* What is being asked: If a line in the entries contains the string "junction", include that line in your answer.

* Source information:
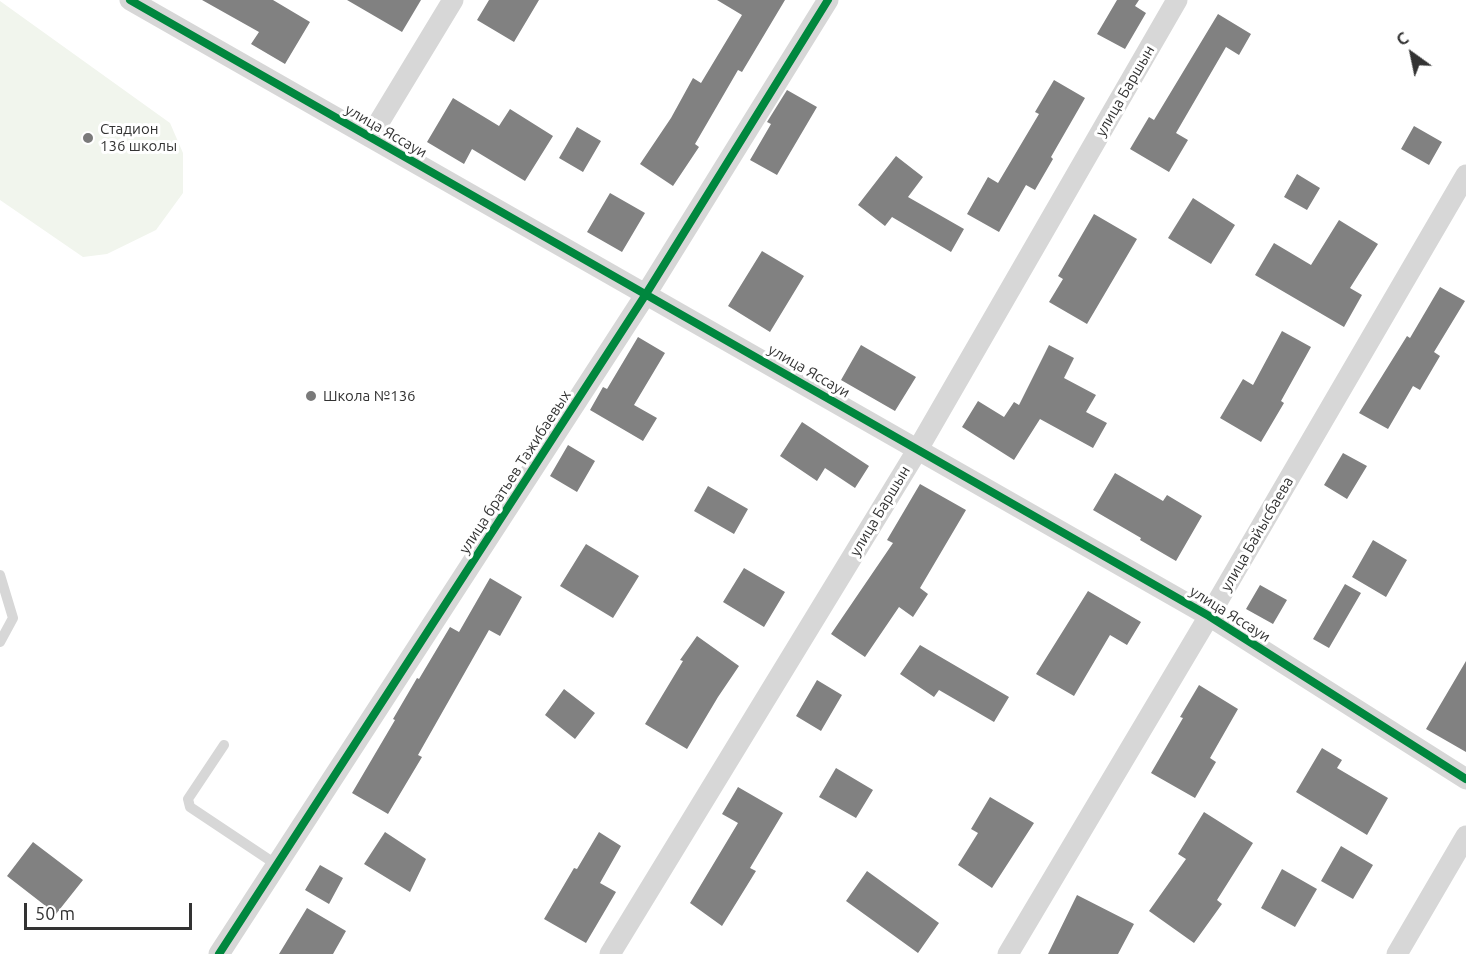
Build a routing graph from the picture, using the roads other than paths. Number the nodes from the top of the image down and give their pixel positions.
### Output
1 (130, 0) edge
2 (453, 0) edge
3 (828, 0) edge
4 (1177, 0) edge
5 (370, 137) junction
6 (1466, 175) edge
7 (646, 294) junction
8 (918, 449) junction
9 (0, 575) edge
10 (1209, 616) junction
11 (0, 642) edge
12 (224, 745) dead end
13 (1466, 779) edge
14 (1466, 836) edge
15 (277, 865) junction
16 (219, 954) edge
17 (610, 954) edge
18 (1008, 954) edge
19 (1397, 954) edge

1 - 5 street, улица Яссауи
2 - 5 street
3 - 7 street, улица братьев Тажибаевых
4 - 8 street, улица Баршын
5 - 7 street, улица Яссауи
6 - 10 street, улица Байысбаева
7 - 8 street, улица Яссауи
7 - 15 street, улица братьев Тажибаевых
8 - 10 street, улица Яссауи
8 - 17 street, улица Баршын
9 - 11 lane
10 - 13 street, улица Яссауи
10 - 18 street, улица Байысбаева
12 - 15 lane
14 - 19 street
15 - 16 street, улица братьев Тажибаевых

* Answer section:
5 (370, 137) junction
7 (646, 294) junction
8 (918, 449) junction
10 (1209, 616) junction
15 (277, 865) junction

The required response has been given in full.